Tag: Fire

Asado is an incredible Argentinian all-day outdoor cooking experience that is a real feast for the senses, and we’re excited to be welcoming chef Tim Gibb of Asado Fire Kitchen to Philleigh Way on Sunday August 2nd for a special asado course.  To get an idea of what attendees can expect from the day, and to find out more about the art of asado, we fired Tim a few questions. 

chef tim gibb of asado fire kitchen cooking a whole side of lamb

For those who aren’t familiar with it, what is asado?
Asado is not just the act of cooking over fire it’s the ambience created by the whole event. Its about the food, the party, the drinks and the good vibes. Similar to what we term BBQ, just taken up a few levels. Generally it’s a whole day and night event and nothing is rushed.
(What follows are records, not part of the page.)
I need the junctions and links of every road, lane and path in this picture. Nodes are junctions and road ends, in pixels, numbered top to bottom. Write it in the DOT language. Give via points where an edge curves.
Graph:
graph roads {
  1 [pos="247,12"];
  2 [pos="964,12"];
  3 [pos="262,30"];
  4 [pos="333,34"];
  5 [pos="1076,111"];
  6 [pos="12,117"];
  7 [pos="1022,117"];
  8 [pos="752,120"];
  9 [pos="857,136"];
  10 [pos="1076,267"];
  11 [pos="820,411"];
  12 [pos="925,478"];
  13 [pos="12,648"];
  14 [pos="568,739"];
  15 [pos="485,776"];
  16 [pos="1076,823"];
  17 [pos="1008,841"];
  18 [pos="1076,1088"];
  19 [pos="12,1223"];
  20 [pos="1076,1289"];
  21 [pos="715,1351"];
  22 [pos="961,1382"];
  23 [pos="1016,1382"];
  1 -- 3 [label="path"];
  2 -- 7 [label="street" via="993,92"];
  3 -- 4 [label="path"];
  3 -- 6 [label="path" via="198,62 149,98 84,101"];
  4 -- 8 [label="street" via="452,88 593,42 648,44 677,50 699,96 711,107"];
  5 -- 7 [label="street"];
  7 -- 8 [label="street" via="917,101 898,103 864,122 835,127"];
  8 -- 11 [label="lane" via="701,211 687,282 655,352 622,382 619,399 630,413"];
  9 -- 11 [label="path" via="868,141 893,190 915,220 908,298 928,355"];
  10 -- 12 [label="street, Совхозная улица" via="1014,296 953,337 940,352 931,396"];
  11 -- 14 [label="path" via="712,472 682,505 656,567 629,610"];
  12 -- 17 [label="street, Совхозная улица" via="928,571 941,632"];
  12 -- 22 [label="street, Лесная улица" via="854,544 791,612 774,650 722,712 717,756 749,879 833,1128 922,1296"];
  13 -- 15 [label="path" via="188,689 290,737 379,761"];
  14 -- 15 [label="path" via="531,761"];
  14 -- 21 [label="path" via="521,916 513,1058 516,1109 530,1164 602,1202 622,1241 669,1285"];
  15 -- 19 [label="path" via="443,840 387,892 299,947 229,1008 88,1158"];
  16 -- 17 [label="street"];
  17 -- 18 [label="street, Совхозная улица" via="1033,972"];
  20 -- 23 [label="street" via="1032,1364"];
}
So there’s more to it than cooking a whole lamb over fire on a cross?
The lamb on the cross is one of the most iconic asado images and it really does do the meat justice, but the whole day/event is a feast. Vegetables cooked over fire is a whole world of new flavours and things to play with.

vegetables cooked in the embers of a fire asado style

Your Dad ran a smokery where you live in Dorset so you grew up surrounded by smokey flavours, but how did you then discover asado and develop your skills?
Working with Dad from a young age led me into kitchens, with a particular passion for seafood. I also spent a lot of time around the Jurassic coast of Dorset fishing as a nipper, and we all know that you also spend a lot of time not catching fish! During these times fires were usually a go to and if/when the fish did turn up we were rolling. Cooking preparation back then was never our strong point – it usually centered around a fire, a dirty knife and a pokey stick thing trying to avoid the exploding pebbles, but it possessed a beautiful simplicity. One thing has led to another over the years skills wise, and having travelled, but I was consistently drawn back to cooking over and around fire. Then I just put the two together and started discovering where things could go. I don’t think you ever stop learning.

smoking meat asado style

From where do you find your inspiration?
Like any chef (I imagine) it comes from the excitement of eating and having a good time. We live in an incredible time where local produce is going from strength to strength and finding new ways of doing it the justice that it deserves is an exciting prospect. I don’t profess to adhering strictly to the South American rules of asado, its more that I’ve taken the style and the ethos and I’m giving it an English twist. Fire cooking is huge now so one of the joys of social media is seeing what others are up to and how they are doing it. Not only for new ingredients, but for cooking methods and techniques.

herbs used to baste meat whilst cooking over fire

Where’s the most memorable place you’ve lit your fire?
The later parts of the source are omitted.